Meluccio Perrone

Niente TASI a Capo d’Orlando

Meluccio Perrone

Capo d’Orlando – Buone notizie per i contribuenti orlandini: rispettando l’impegno di non aumentare alcuna imposta comunale, l’Amministrazione Sindoni ha deliberato l’esenzione totale per tutti i cittadini della TASI.

«L’applicazione di una aliquota pari allo 0% – ha dichiarato l’Assessore al Bilancio Carmelo Perrone – si è resa possibile grazie alla razionalizzazione della spesa e soprattutto alla lotta all’evasione. Sono ovviamente soddisfatto per il risultato che sconfessa definitivamente i catastrofisti del recente passato: le finanze del Comune di Capo d’Orlando nonostante i tagli dei trasferimenti regionali e nazionali, godono di ottima salute».

La delibera della Giunta prevede che gli ulteriori aspetti riguardanti la TASI siano inseriti nel regolamento della IUC, all’esame del Consiglio Comunale del 4 giugno.

«Ancora una volta per noi parlano i fatti – ha dichiarato il Sindaco Enzo Sindoni – in un momento nel quale imperversa la negatività,  continuiamo a utilizzare il linguaggio dell’ottimismo al quale seguono risultati concreti. Ho una immensa fiducia nel futuro di Capo d’Orlando. Sono perciò felice che l’efficienza della mia Amministrazione dia, insieme agli innumerevoli servizi gratuiti resi, un ulteriore sicuro beneficio ai cittadini di Capo d’Orlando. Zero TASI, meno tasse, uguale più fiducia nel futuro».

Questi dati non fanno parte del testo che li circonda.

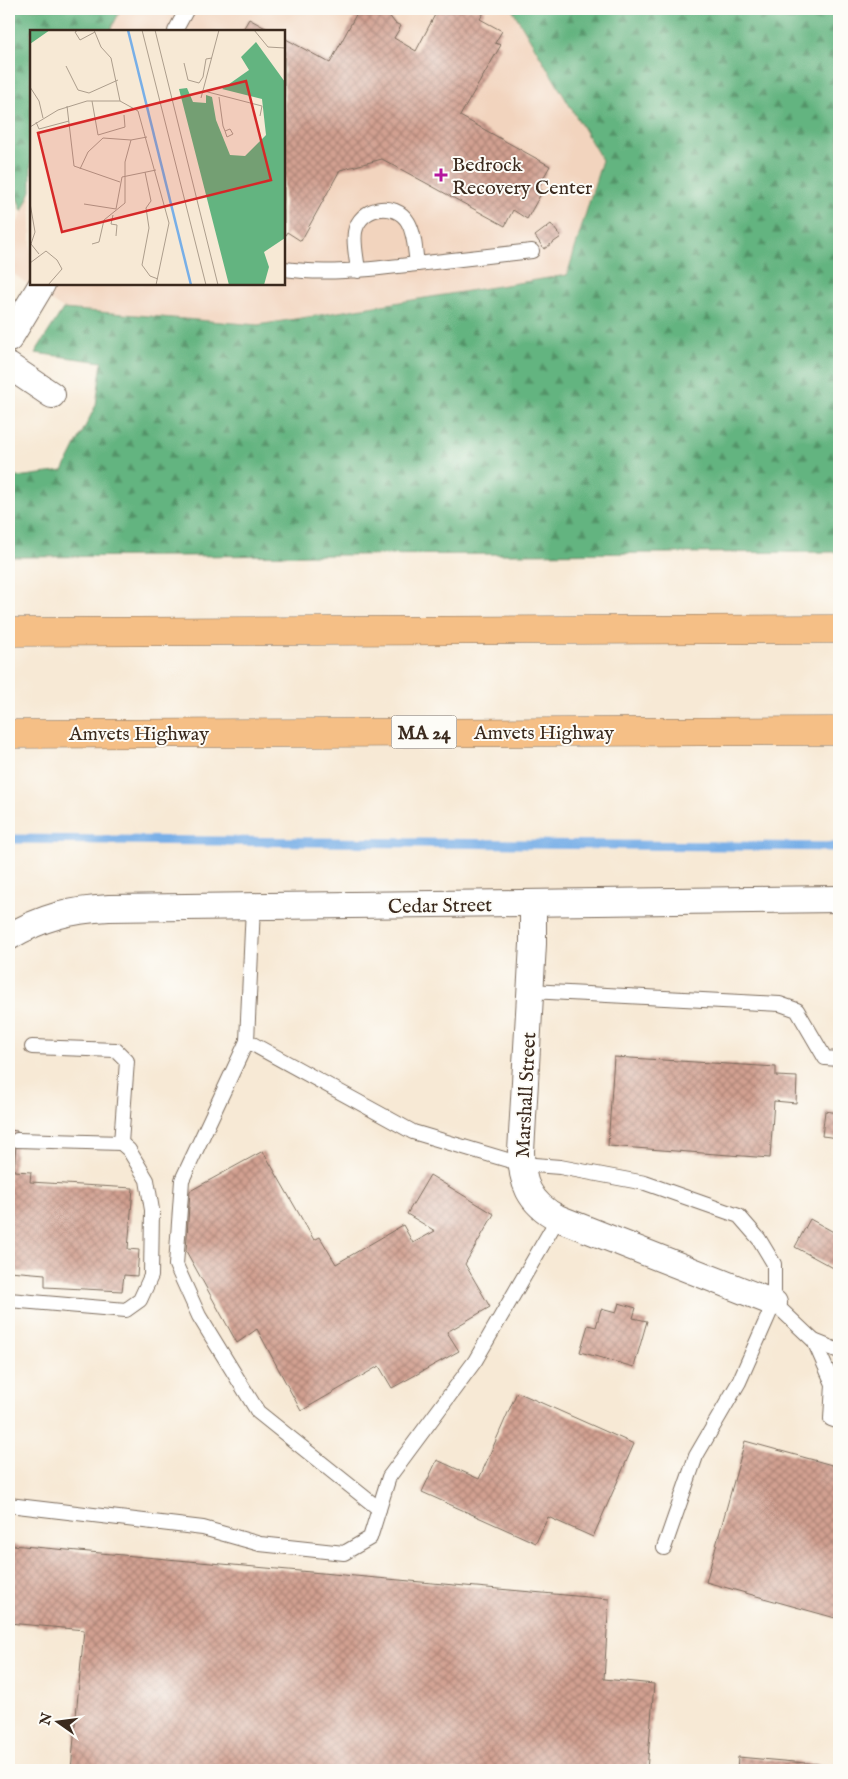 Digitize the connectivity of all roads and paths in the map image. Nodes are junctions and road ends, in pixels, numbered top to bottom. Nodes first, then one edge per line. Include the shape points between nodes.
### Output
1 (187, 9) edge
2 (176, 30) edge
3 (532, 251) dead end
4 (417, 264) junction
5 (285, 269) edge
6 (358, 271) junction
7 (41, 285) edge
8 (9, 339) edge
9 (9, 366) edge
10 (52, 394) dead end
11 (839, 629) edge
12 (9, 632) edge
13 (839, 731) edge
14 (9, 734) edge
15 (839, 899) edge
16 (533, 904) junction
17 (253, 906) junction
18 (9, 937) edge
19 (530, 991) junction
20 (248, 1041) junction
21 (32, 1047) dead end
22 (839, 1059) edge
23 (16, 1140) dead end
24 (121, 1143) junction
25 (521, 1164) junction
26 (558, 1218) junction
27 (9, 1300) edge
28 (774, 1303) junction
29 (814, 1341) junction
30 (839, 1351) edge
31 (839, 1422) edge
32 (9, 1505) edge
33 (379, 1509) junction
34 (664, 1548) dead end

1 - 2 lane
3 - 4 lane
4 - 6 lane
4 - 6 lane via 408,222 402,215 384,208 374,210 358,222 355,242
5 - 6 lane
7 - 8 street
9 - 10 street
11 - 12 highway
13 - 14 highway, Amvets Highway / MA 24
15 - 16 street, Cedar Street
16 - 17 street, Cedar Street
16 - 19 street, Marshall Street
17 - 18 street, Cedar Street via 74,911 41,920
17 - 20 lane
19 - 22 lane via 780,1004 797,1010 825,1058
19 - 25 street, Marshall Street
20 - 25 lane via 414,1132
20 - 33 lane via 182,1180 176,1265 199,1316 258,1412
21 - 24 lane via 116,1050 127,1061
23 - 24 lane
24 - 27 lane via 130,1150 147,1180 152,1210 151,1276 140,1300 126,1310
25 - 26 street, Marshall Street via 523,1178 536,1202
25 - 28 lane via 560,1167 645,1183 739,1216 759,1239 774,1264
26 - 28 street, Marshall Street
26 - 33 lane via 475,1361 389,1477
28 - 29 lane
28 - 34 lane via 739,1382 696,1456
29 - 30 lane
29 - 31 lane via 833,1384 831,1419
32 - 33 lane via 204,1528 260,1544 344,1553 370,1538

Ma spieghiamo meglio, cos’è la TASI?

La TASI è la tassa sui servizi indivisibili dei comuni, come ad esempio la manutenzione delle strade e del verde cittadino, l’illuminazione pubblica e quant’altro. Il tributo è una parte della IUC, l’imposta unica comunale. La TASI va pagata da tutti i contribuenti proprietari di immobili e, a differenza dell’Imu, anche in parte dagli inquilini. Per calcolare la TASI bisogna partire dalla rendita catastale di un determinato bene aggiungendo il 5% di rivalutazione. Il risultato va moltiplicato per un coefficiente differente a seconda dell’immobile, al quale va poi applicata la famosa aliquota ed eventuali detrazioni. L’aliquota fissata non può superare lo 0,25% per le prime case, anche se il Governo ha concesso un ulteriore maggiorazione non superiore allo 0,08%. Per le seconde case si arriva all’1,06% (comprensivo anche di Imu) che può sforare arrivando all’1,14%. Ognuno faccia i propri conti.